Joia de Amanda de Nardi - Foto: Frank Bitencourt

Joia de Amanda De Nardi – Foto: Frank Bitencourt

“O que conta não são os quilates, mas o efeito”, a frase de Coco Chanel parece traduzir a proposta da joalheria contemporânea, que vem, cada vez mais, investindo em ações e produções de cunho socioambiental.

Em pouco mais de um ano de mercado, a trajetória de Amanda De Nardi na joalheria se iniciou com o desejo de sua idealizadora em preencher a vida com uma beleza pautada em significados e valores. “Venho da administração, entretanto, sempre senti um chamado para trabalhar com algo que me desafiasse e me aproximasse da arte. Encontrei na ourivesaria e no designer um amor completo”, revela Amanda.

Para pavimentar seu caminho, a designer buscou na evolução tecnológica e na poesia as inspirações necessárias. Atualmente, já em sua quinta coleção, a maturidade da etiqueta é revelada não somente no acabamento de suas peças, mas também em sua concepção. A marca é a primeira no segmento nacional a utilizar diamante sintético. “Somos pioneiros na utilização de gemas produzidas em laboratório. Estamos fazendo parte de um avanço tecnológico da indústria joalheira”, destaca Amanda.
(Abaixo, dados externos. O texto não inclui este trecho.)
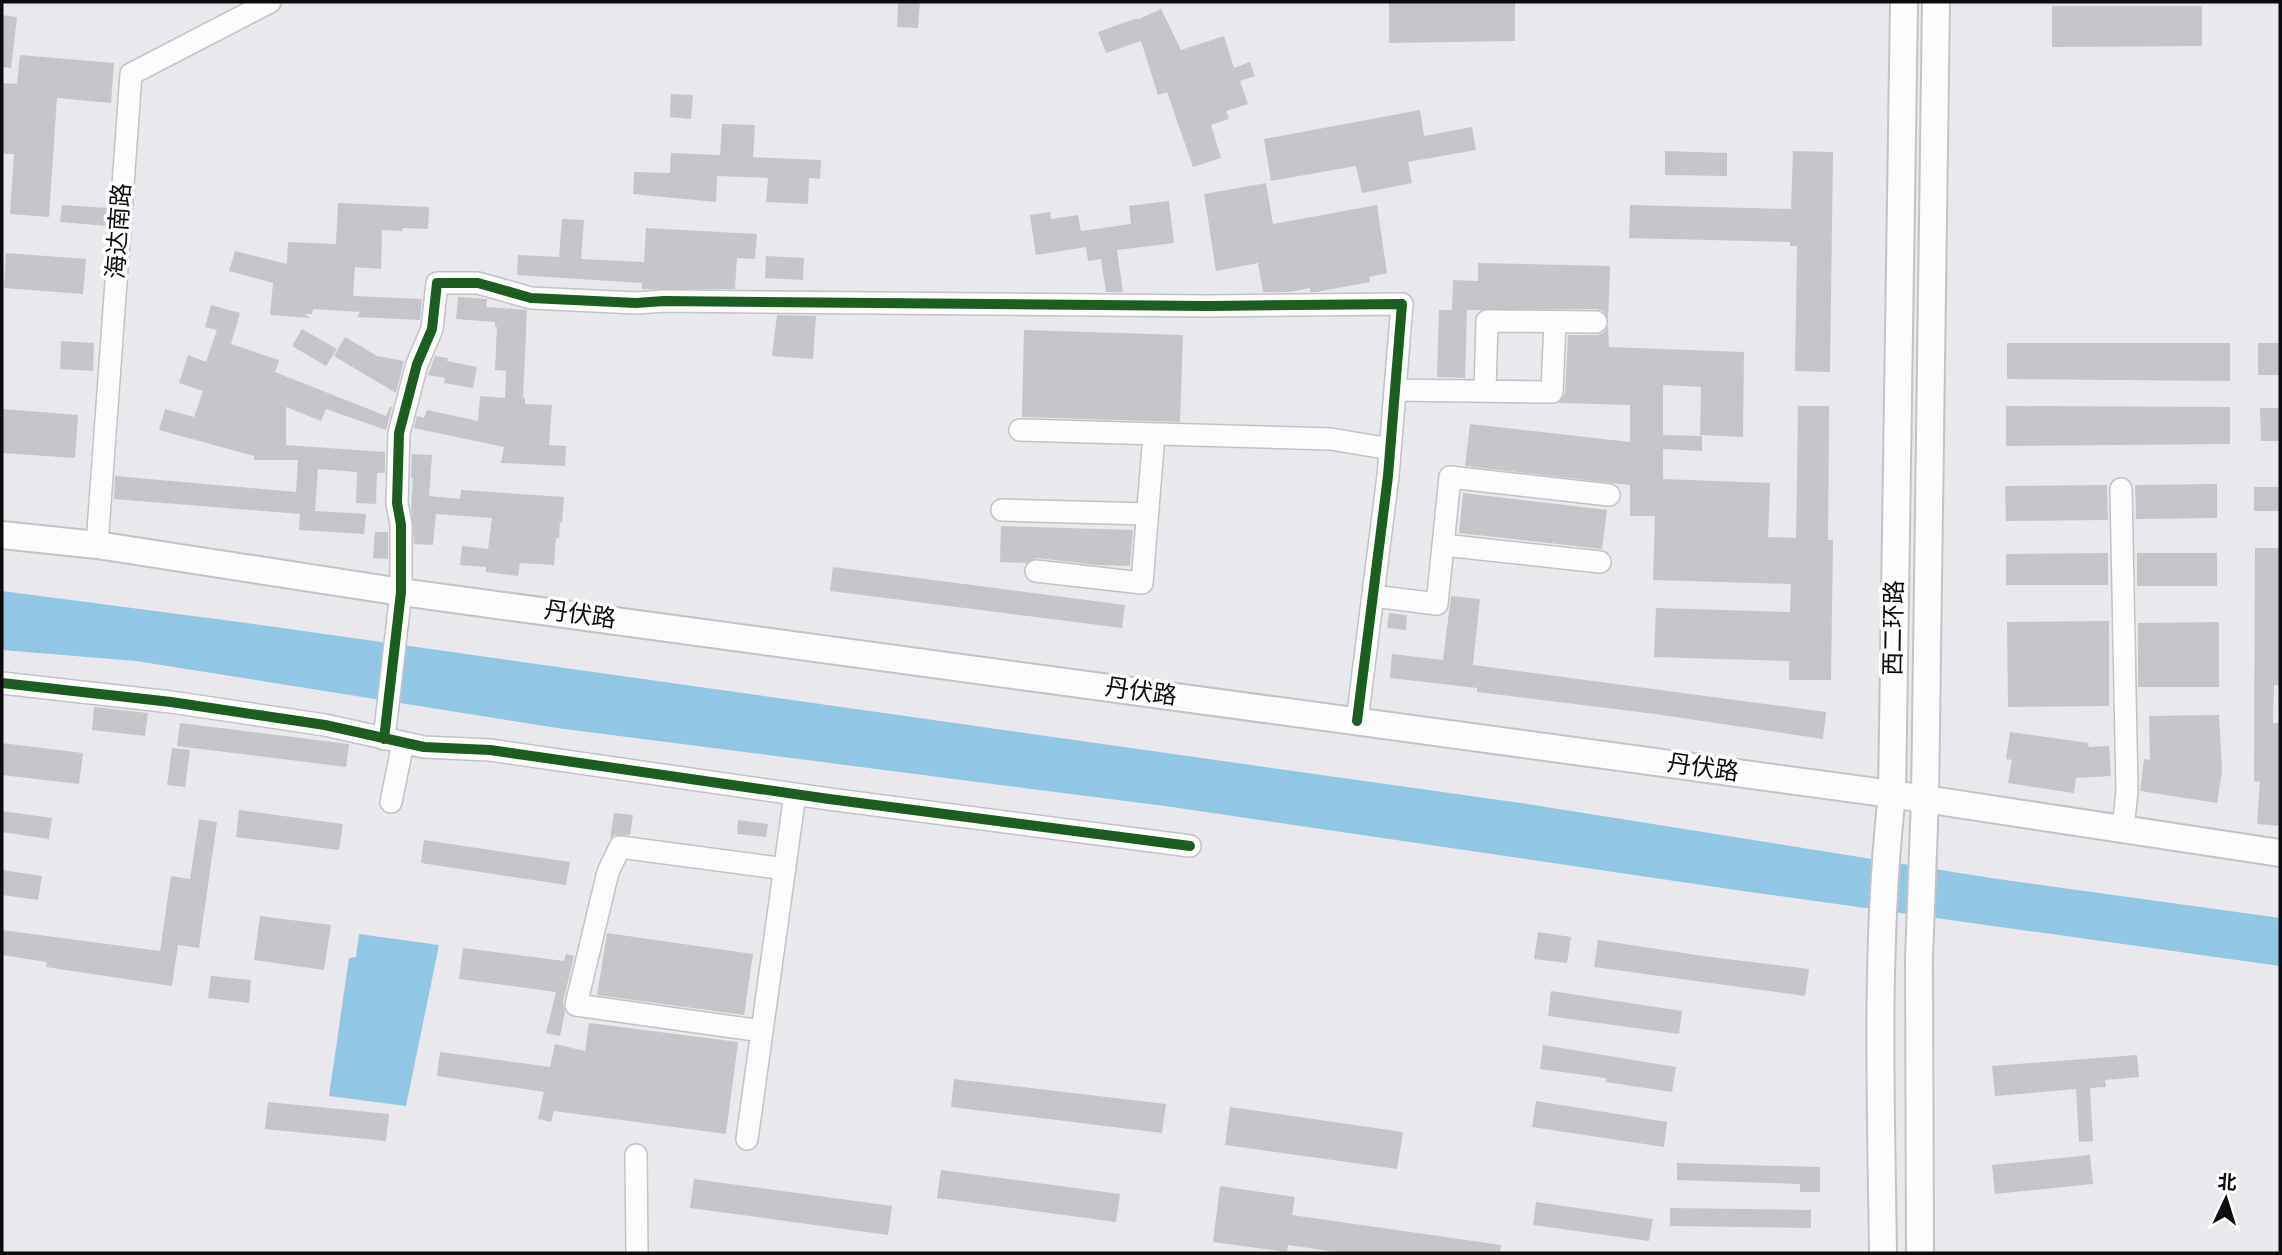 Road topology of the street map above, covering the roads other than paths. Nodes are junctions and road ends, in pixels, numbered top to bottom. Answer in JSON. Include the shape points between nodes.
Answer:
{"nodes":[{"id":1,"x":270,"y":2,"type":"edge"},
{"id":2,"x":1904,"y":2,"type":"edge"},
{"id":3,"x":1936,"y":2,"type":"edge"},
{"id":4,"x":1555,"y":322,"type":"junction"},
{"id":5,"x":1595,"y":322,"type":"dead end"},
{"id":6,"x":1395,"y":390,"type":"junction"},
{"id":7,"x":1485,"y":391,"type":"junction"},
{"id":8,"x":1020,"y":430,"type":"dead end"},
{"id":9,"x":1154,"y":434,"type":"junction"},
{"id":10,"x":1390,"y":449,"type":"junction"},
{"id":11,"x":2121,"y":489,"type":"dead end"},
{"id":12,"x":1609,"y":495,"type":"dead end"},
{"id":13,"x":1002,"y":510,"type":"dead end"},
{"id":14,"x":1147,"y":514,"type":"junction"},
{"id":15,"x":2,"y":535,"type":"edge"},
{"id":16,"x":97,"y":545,"type":"junction"},
{"id":17,"x":1443,"y":545,"type":"junction"},
{"id":18,"x":1600,"y":562,"type":"dead end"},
{"id":19,"x":1036,"y":571,"type":"dead end"},
{"id":20,"x":401,"y":592,"type":"junction"},
{"id":21,"x":1373,"y":596,"type":"junction"},
{"id":22,"x":2,"y":683,"type":"edge"},
{"id":23,"x":1357,"y":721,"type":"junction"},
{"id":24,"x":391,"y":735,"type":"junction"},
{"id":25,"x":795,"y":794,"type":"junction"},
{"id":26,"x":1892,"y":794,"type":"junction"},
{"id":27,"x":1925,"y":799,"type":"junction"},
{"id":28,"x":391,"y":802,"type":"dead end"},
{"id":29,"x":2123,"y":829,"type":"junction"},
{"id":30,"x":1190,"y":846,"type":"dead end"},
{"id":31,"x":2280,"y":853,"type":"edge"},
{"id":32,"x":785,"y":869,"type":"junction"},
{"id":33,"x":762,"y":1031,"type":"junction"},
{"id":34,"x":747,"y":1139,"type":"dead end"},
{"id":35,"x":636,"y":1155,"type":"dead end"},
{"id":36,"x":637,"y":1253,"type":"edge"},
{"id":37,"x":1883,"y":1253,"type":"edge"},
{"id":38,"x":1920,"y":1253,"type":"edge"}],
"edges":[{"from":1,"to":16,"type":"street","name":"海达南路","via":[[131,74]]},
{"from":2,"to":26,"type":"main road","name":"西二环路"},
{"from":3,"to":27,"type":"main road","name":"西二环路"},
{"from":4,"to":5,"type":"street"},
{"from":4,"to":7,"type":"street","via":[[1552,392]]},
{"from":4,"to":7,"type":"street","via":[[1487,321]]},
{"from":6,"to":7,"type":"street"},
{"from":6,"to":10,"type":"street"},
{"from":6,"to":20,"type":"street","via":[[1402,304],[636,303],[531,298],[478,283],[437,283],[432,329],[417,364],[399,433]]},
{"from":8,"to":9,"type":"street"},
{"from":9,"to":10,"type":"street","via":[[1331,439]]},
{"from":9,"to":14,"type":"street"},
{"from":10,"to":21,"type":"street"},
{"from":11,"to":29,"type":"street","via":[[2127,790]]},
{"from":12,"to":17,"type":"street","via":[[1450,477]]},
{"from":13,"to":14,"type":"street"},
{"from":14,"to":19,"type":"street","via":[[1142,583]]},
{"from":15,"to":16,"type":"main road","name":"丹伏路"},
{"from":16,"to":20,"type":"main road","name":"丹伏路"},
{"from":17,"to":18,"type":"street"},
{"from":17,"to":21,"type":"street","via":[[1437,604]]},
{"from":20,"to":23,"type":"main road","name":"丹伏路"},
{"from":20,"to":24,"type":"street"},
{"from":21,"to":23,"type":"street"},
{"from":22,"to":24,"type":"street"},
{"from":23,"to":26,"type":"main road","name":"丹伏路"},
{"from":24,"to":25,"type":"street","via":[[425,747],[491,750]]},
{"from":24,"to":28,"type":"street"},
{"from":25,"to":30,"type":"street"},
{"from":25,"to":32,"type":"street"},
{"from":26,"to":27,"type":"main road","name":"丹伏路"},
{"from":26,"to":37,"type":"main road","name":"西二环路","via":[[1880,958]]},
{"from":27,"to":29,"type":"main road","name":"丹伏路"},
{"from":27,"to":38,"type":"main road","name":"西二环路","via":[[1919,958]]},
{"from":29,"to":31,"type":"main road","name":"丹伏路"},
{"from":32,"to":33,"type":"street"},
{"from":32,"to":33,"type":"street","via":[[620,847],[608,872],[576,1005]]},
{"from":33,"to":34,"type":"street"},
{"from":35,"to":36,"type":"street"}]} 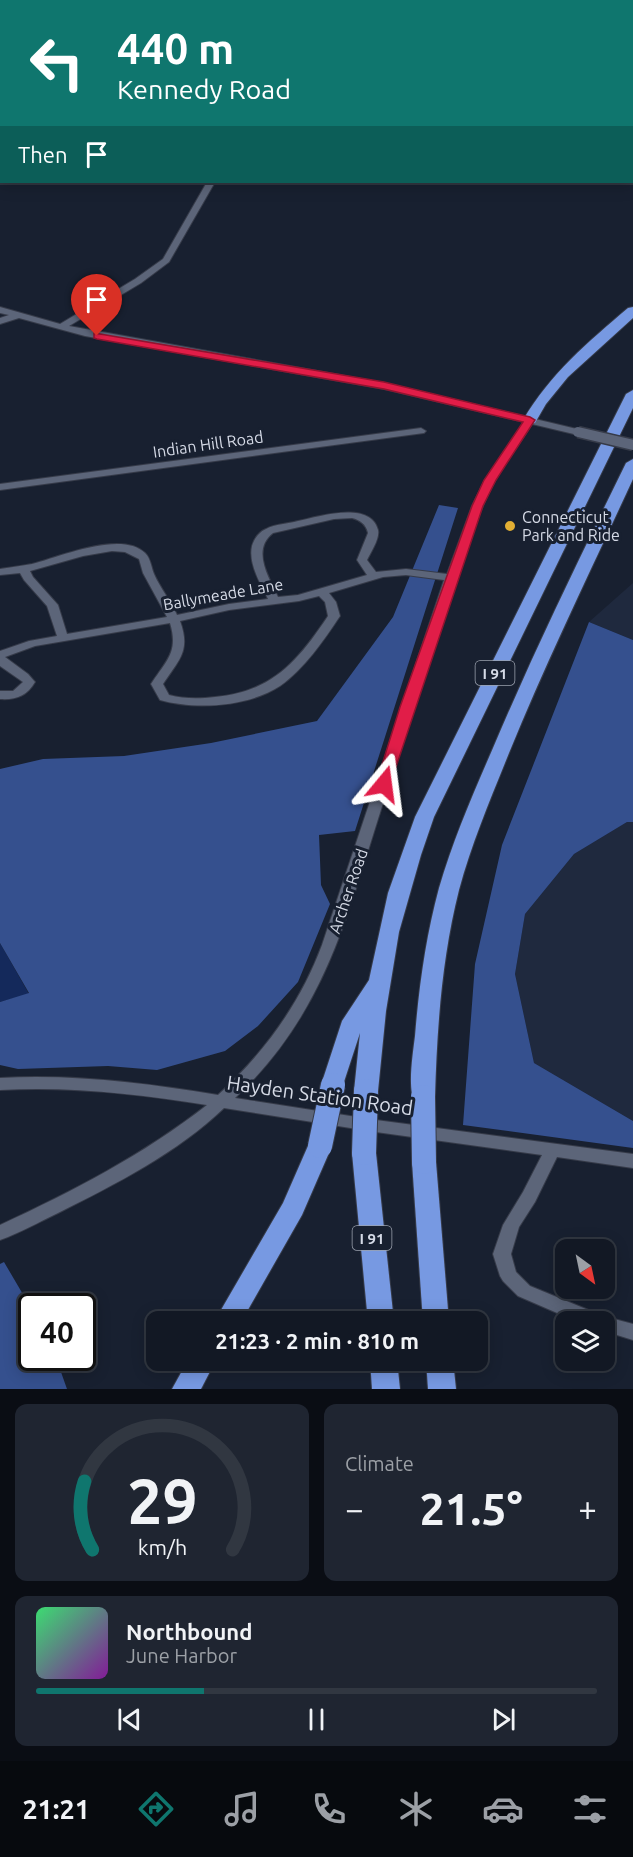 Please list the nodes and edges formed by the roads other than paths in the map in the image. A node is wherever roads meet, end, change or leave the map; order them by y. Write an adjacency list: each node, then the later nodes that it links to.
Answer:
1 (210, 183): 6 (street)
2 (0, 310): 4 (street)
3 (633, 311): 8 (highway)
4 (18, 315): 5 (street); 6 (street)
5 (0, 321)
6 (61, 327): 8 (street)
7 (633, 394): 23 (highway, I 91)
8 (530, 420): 10 (street, bridge); 16 (street, Archer Road)
9 (421, 431): 12 (street, Indian Hill Road)
10 (633, 445)
11 (633, 463): 31 (highway, I 91, bridge)
12 (0, 488)
13 (24, 569): 14 (street); 19 (street); 20 (street)
14 (0, 572)
15 (374, 576): 16 (street, Ballymeade Lane); 17 (street, Ballymeade Lane); 18 (street)
16 (452, 578): 25 (street, Archer Road)
17 (322, 592): 18 (street, Ballymeade Lane); 19 (street)
18 (275, 602): 19 (street, Ballymeade Lane)
19 (173, 619): 20 (street, Ballymeade Lane)
20 (63, 638): 21 (street, Ballymeade Lane)
21 (0, 657): 22 (street, Ballymeade Lane)
22 (0, 695)
23 (378, 979): 29 (highway, bridge); 30 (highway, I 91, bridge)
24 (0, 1084): 25 (street, Hayden Station Road)
25 (220, 1102): 26 (street, Hayden Station Road); 28 (street, Archer Road)
26 (553, 1150): 27 (street, Hayden Station Road); 32 (street)
27 (633, 1161)
28 (0, 1233)
29 (233, 1311)
30 (380, 1311)
31 (435, 1311)
32 (572, 1311)
33 (615, 1326): 34 (street)
34 (633, 1332)
35 (197, 1371): 38 (highway)
36 (385, 1371): 39 (highway)
37 (440, 1371): 40 (highway)
38 (186, 1389)
39 (386, 1389)
40 (442, 1389) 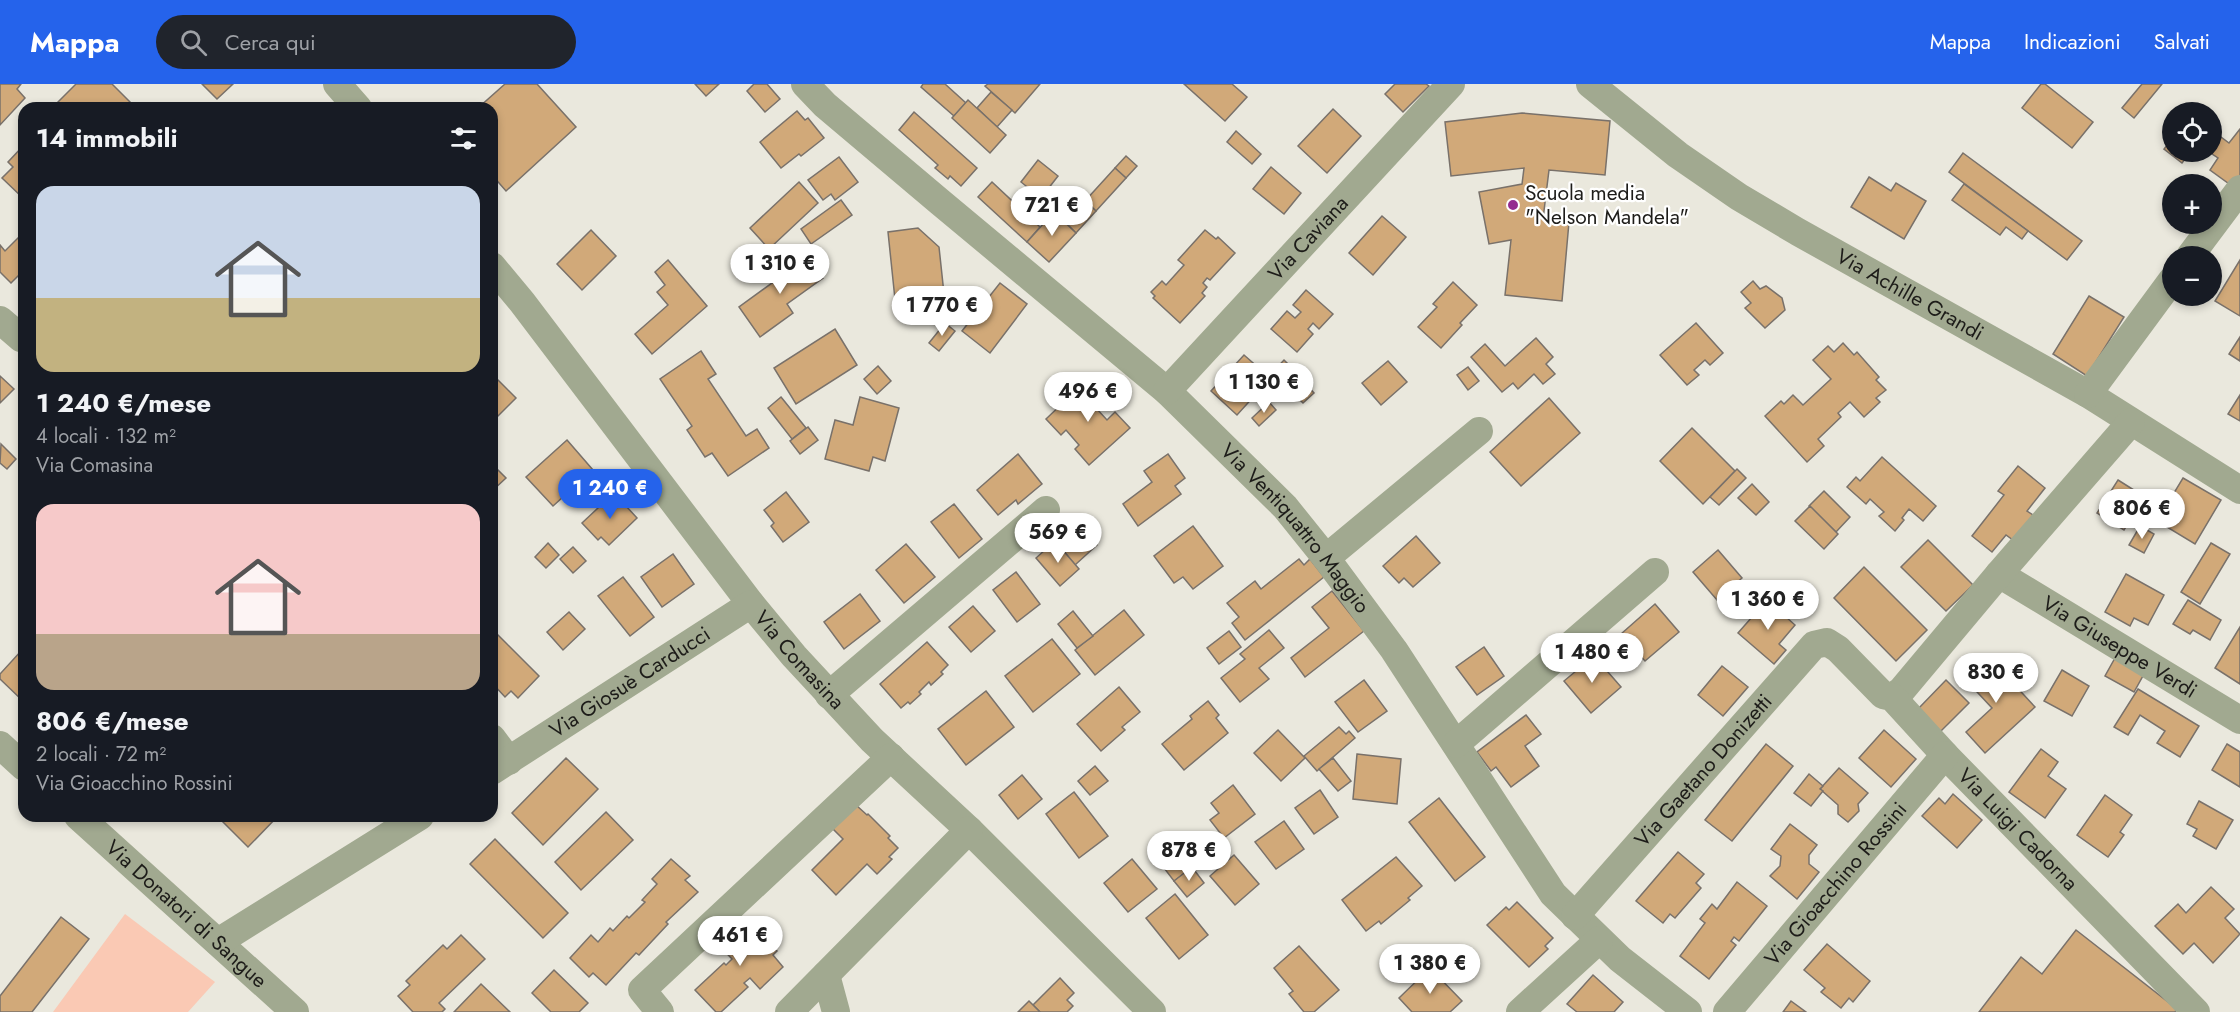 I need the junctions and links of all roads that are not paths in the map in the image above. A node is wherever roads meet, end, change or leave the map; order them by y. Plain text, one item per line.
1 (338, 84) edge
2 (805, 84) edge
3 (1451, 84) edge
4 (1590, 84) edge
5 (353, 102) edge
6 (2240, 189) edge
7 (2197, 246) edge
8 (498, 273) edge
9 (2162, 294) edge
10 (0, 320) edge
11 (18, 335) edge
12 (1167, 391) junction
13 (2088, 394) junction
14 (2131, 423) junction
15 (1479, 431) dead end
16 (2238, 483) edge
17 (1046, 510) dead end
18 (1326, 558) junction
19 (1655, 572) dead end
20 (1999, 574) junction
21 (751, 604) junction
22 (1838, 649) joint
23 (830, 695) junction
24 (1892, 697) junction
25 (2240, 720) edge
26 (1456, 744) junction
27 (1, 747) edge
28 (1945, 754) junction
29 (891, 757) junction
30 (18, 762) edge
31 (500, 766) edge
32 (85, 822) edge
33 (410, 822) edge
34 (969, 830) junction
35 (1575, 916) junction
36 (1599, 940) junction
37 (218, 942) junction
38 (826, 975) junction
39 (295, 1012) edge
40 (660, 1012) edge
41 (789, 1012) edge
42 (836, 1012) edge
43 (1152, 1012) edge
44 (1520, 1012) edge
45 (1688, 1012) edge
46 (1727, 1012) edge
47 (2196, 1012) edge

1 - 5 street
2 - 12 street, Via Ventiquattro Maggio
3 - 12 street, Via Caviana
4 - 13 street, Via Achille Grandi
6 - 7 street
8 - 21 street, Via Comasina
9 - 13 street
10 - 11 street
12 - 18 street, Via Ventiquattro Maggio
13 - 14 street, Via Achille Grandi
14 - 16 street, Via Achille Grandi
14 - 20 street
15 - 18 street
17 - 23 street
18 - 26 street, Via Ventiquattro Maggio
19 - 26 street
20 - 24 street
20 - 25 street, Via Giuseppe Verdi
21 - 23 street, Via Comasina
21 - 31 street, Via Giosuè Carducci
22 - 24 street, Via Luigi Cadorna
22 - 35 street, Via Gaetano Donizetti
23 - 29 street, Via Comasina
24 - 28 street, Via Luigi Cadorna
26 - 35 street, Via Ventiquattro Maggio
27 - 30 street
28 - 46 street, Via Gioacchino Rossini
28 - 47 street, Via Luigi Cadorna
29 - 34 street, Via Comasina
29 - 40 street
32 - 37 street, Via Donatori di Sangue
33 - 37 street
34 - 38 street
34 - 43 street, Via Comasina
35 - 36 street, Via Ventiquattro Maggio
36 - 44 street
36 - 45 street, Via Ventiquattro Maggio
37 - 39 street, Via Donatori di Sangue
38 - 41 street
38 - 42 street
As pedras crescidas em laboratório possuem as mesmas propriedades físicas e ópticas de um diamante natural, mas sem o impacto ambiental causado na extração da matéria-prima por meio da mineração. “O diamante lab grown vem atraindo cada vez mais a atenção, pois, além de ser esteticamente parecido com o minerado, ele é mais acessível financeiramente e, também, considerado ‘amigo’ da natureza”, avalia a designer.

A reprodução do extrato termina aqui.